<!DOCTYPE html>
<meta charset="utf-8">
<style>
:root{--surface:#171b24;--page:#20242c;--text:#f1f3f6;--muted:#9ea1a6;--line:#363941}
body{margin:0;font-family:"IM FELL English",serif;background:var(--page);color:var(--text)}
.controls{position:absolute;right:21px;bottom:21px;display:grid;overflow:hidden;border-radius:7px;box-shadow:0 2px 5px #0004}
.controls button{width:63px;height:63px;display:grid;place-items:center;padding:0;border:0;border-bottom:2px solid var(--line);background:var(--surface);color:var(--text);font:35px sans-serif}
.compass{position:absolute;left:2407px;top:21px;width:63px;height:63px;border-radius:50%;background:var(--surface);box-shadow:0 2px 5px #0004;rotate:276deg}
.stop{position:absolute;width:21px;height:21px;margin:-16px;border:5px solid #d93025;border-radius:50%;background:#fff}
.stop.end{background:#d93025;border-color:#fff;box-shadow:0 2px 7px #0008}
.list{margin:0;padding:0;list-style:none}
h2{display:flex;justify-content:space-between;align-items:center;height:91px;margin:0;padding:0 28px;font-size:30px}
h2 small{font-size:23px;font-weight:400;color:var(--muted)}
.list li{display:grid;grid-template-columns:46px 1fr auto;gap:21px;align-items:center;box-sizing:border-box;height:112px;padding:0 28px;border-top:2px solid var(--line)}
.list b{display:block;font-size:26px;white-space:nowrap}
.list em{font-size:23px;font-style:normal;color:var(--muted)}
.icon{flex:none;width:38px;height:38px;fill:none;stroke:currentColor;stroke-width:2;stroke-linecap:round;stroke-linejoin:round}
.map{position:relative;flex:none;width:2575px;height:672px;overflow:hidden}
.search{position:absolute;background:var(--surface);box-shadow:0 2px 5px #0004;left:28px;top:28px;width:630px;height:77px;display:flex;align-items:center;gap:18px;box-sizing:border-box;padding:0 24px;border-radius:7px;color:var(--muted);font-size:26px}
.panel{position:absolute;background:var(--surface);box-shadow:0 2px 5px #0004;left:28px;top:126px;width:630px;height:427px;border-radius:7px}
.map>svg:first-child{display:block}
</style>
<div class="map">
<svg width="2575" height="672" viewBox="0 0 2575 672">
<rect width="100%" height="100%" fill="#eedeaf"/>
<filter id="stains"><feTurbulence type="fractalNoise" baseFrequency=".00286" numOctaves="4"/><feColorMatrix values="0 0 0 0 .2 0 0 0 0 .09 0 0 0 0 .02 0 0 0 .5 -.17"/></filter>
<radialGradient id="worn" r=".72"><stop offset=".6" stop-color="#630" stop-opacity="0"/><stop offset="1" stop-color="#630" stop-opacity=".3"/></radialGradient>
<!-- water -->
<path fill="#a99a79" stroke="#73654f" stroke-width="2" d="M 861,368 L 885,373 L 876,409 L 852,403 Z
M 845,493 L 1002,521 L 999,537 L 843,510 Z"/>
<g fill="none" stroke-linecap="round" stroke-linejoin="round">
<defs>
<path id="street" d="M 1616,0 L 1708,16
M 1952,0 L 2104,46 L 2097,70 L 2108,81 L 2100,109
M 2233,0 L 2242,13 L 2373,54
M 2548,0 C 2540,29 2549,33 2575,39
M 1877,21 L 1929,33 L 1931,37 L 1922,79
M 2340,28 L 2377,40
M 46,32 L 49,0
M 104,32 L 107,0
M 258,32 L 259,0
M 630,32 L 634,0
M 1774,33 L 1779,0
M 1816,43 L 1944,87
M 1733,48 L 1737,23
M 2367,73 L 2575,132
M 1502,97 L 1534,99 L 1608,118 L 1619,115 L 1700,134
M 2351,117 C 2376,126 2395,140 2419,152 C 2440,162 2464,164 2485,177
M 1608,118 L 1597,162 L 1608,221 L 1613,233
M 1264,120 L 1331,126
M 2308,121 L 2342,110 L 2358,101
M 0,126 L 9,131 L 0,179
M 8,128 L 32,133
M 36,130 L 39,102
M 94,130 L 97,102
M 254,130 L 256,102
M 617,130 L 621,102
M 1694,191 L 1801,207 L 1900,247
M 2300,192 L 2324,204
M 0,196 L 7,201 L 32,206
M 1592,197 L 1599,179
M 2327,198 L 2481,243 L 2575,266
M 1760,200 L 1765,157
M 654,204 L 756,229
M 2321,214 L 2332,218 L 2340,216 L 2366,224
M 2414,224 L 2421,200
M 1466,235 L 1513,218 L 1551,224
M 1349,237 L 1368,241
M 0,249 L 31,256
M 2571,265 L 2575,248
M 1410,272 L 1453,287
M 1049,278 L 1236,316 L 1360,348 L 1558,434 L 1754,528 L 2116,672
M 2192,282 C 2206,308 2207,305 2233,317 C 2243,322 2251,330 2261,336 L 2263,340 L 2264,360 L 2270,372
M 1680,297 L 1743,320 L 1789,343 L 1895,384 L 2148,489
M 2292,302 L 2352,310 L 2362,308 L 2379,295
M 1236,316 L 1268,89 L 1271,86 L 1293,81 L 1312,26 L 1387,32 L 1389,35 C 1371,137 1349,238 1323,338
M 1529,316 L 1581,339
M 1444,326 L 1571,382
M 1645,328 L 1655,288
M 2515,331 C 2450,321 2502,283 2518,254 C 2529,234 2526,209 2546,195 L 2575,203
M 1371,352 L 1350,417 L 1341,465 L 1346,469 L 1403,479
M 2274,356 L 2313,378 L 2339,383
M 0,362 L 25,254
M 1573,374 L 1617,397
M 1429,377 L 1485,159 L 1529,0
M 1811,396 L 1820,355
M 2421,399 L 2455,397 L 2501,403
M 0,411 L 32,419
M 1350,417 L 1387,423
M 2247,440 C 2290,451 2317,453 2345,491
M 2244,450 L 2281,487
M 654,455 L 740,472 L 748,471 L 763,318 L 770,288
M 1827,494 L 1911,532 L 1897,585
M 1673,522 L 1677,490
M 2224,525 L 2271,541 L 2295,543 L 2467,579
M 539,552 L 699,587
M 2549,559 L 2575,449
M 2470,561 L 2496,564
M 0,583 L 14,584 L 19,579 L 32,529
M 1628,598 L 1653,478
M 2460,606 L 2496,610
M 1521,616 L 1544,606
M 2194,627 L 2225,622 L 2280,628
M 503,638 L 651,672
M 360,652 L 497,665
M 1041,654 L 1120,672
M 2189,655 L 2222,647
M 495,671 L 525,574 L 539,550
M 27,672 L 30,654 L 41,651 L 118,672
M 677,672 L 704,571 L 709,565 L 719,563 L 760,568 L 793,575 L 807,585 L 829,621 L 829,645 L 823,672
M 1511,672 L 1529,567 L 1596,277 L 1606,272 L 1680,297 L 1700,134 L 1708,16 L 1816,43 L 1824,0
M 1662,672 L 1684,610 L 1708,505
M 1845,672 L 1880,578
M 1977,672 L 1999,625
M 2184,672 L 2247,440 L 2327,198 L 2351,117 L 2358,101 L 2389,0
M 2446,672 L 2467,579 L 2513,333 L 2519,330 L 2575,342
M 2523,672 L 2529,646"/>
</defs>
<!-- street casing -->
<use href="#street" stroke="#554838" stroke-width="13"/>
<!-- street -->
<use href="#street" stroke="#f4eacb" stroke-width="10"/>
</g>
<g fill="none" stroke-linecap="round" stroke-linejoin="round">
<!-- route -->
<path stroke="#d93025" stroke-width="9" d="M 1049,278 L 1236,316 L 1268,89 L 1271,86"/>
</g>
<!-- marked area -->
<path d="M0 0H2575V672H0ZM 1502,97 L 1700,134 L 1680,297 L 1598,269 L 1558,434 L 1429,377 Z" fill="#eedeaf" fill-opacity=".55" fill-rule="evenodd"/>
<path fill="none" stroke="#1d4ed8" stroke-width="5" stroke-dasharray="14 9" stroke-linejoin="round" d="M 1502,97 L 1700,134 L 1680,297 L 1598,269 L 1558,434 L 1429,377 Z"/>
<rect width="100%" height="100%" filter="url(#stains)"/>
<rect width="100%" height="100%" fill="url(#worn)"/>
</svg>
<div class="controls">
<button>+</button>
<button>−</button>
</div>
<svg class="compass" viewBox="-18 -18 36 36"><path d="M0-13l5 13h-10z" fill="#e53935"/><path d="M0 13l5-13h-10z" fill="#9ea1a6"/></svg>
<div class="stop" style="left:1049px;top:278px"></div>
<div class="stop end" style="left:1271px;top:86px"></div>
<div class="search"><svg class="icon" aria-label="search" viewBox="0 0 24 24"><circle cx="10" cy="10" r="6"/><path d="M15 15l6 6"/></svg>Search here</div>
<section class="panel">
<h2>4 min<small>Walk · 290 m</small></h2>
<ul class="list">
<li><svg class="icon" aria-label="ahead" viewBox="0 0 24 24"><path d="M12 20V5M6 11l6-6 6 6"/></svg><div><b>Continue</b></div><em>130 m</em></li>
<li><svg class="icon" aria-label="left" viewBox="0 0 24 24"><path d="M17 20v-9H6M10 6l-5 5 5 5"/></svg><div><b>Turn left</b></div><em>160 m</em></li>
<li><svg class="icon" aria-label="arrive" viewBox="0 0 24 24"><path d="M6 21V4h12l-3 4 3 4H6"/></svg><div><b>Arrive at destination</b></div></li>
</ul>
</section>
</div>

--------------------------------

WHAT YOU SHOULD DO: Exactly as written, give again every line from the one containing "M 2523,672 L" through the last line of the material above, and no other lines.

ANSWER BOX:
M 2523,672 L 2529,646"/>
</defs>
<!-- street casing -->
<use href="#street" stroke="#554838" stroke-width="13"/>
<!-- street -->
<use href="#street" stroke="#f4eacb" stroke-width="10"/>
</g>
<g fill="none" stroke-linecap="round" stroke-linejoin="round">
<!-- route -->
<path stroke="#d93025" stroke-width="9" d="M 1049,278 L 1236,316 L 1268,89 L 1271,86"/>
</g>
<!-- marked area -->
<path d="M0 0H2575V672H0ZM 1502,97 L 1700,134 L 1680,297 L 1598,269 L 1558,434 L 1429,377 Z" fill="#eedeaf" fill-opacity=".55" fill-rule="evenodd"/>
<path fill="none" stroke="#1d4ed8" stroke-width="5" stroke-dasharray="14 9" stroke-linejoin="round" d="M 1502,97 L 1700,134 L 1680,297 L 1598,269 L 1558,434 L 1429,377 Z"/>
<rect width="100%" height="100%" filter="url(#stains)"/>
<rect width="100%" height="100%" fill="url(#worn)"/>
</svg>
<div class="controls">
<button>+</button>
<button>−</button>
</div>
<svg class="compass" viewBox="-18 -18 36 36"><path d="M0-13l5 13h-10z" fill="#e53935"/><path d="M0 13l5-13h-10z" fill="#9ea1a6"/></svg>
<div class="stop" style="left:1049px;top:278px"></div>
<div class="stop end" style="left:1271px;top:86px"></div>
<div class="search"><svg class="icon" aria-label="search" viewBox="0 0 24 24"><circle cx="10" cy="10" r="6"/><path d="M15 15l6 6"/></svg>Search here</div>
<section class="panel">
<h2>4 min<small>Walk · 290 m</small></h2>
<ul class="list">
<li><svg class="icon" aria-label="ahead" viewBox="0 0 24 24"><path d="M12 20V5M6 11l6-6 6 6"/></svg><div><b>Continue</b></div><em>130 m</em></li>
<li><svg class="icon" aria-label="left" viewBox="0 0 24 24"><path d="M17 20v-9H6M10 6l-5 5 5 5"/></svg><div><b>Turn left</b></div><em>160 m</em></li>
<li><svg class="icon" aria-label="arrive" viewBox="0 0 24 24"><path d="M6 21V4h12l-3 4 3 4H6"/></svg><div><b>Arrive at destination</b></div></li>
</ul>
</section>
</div>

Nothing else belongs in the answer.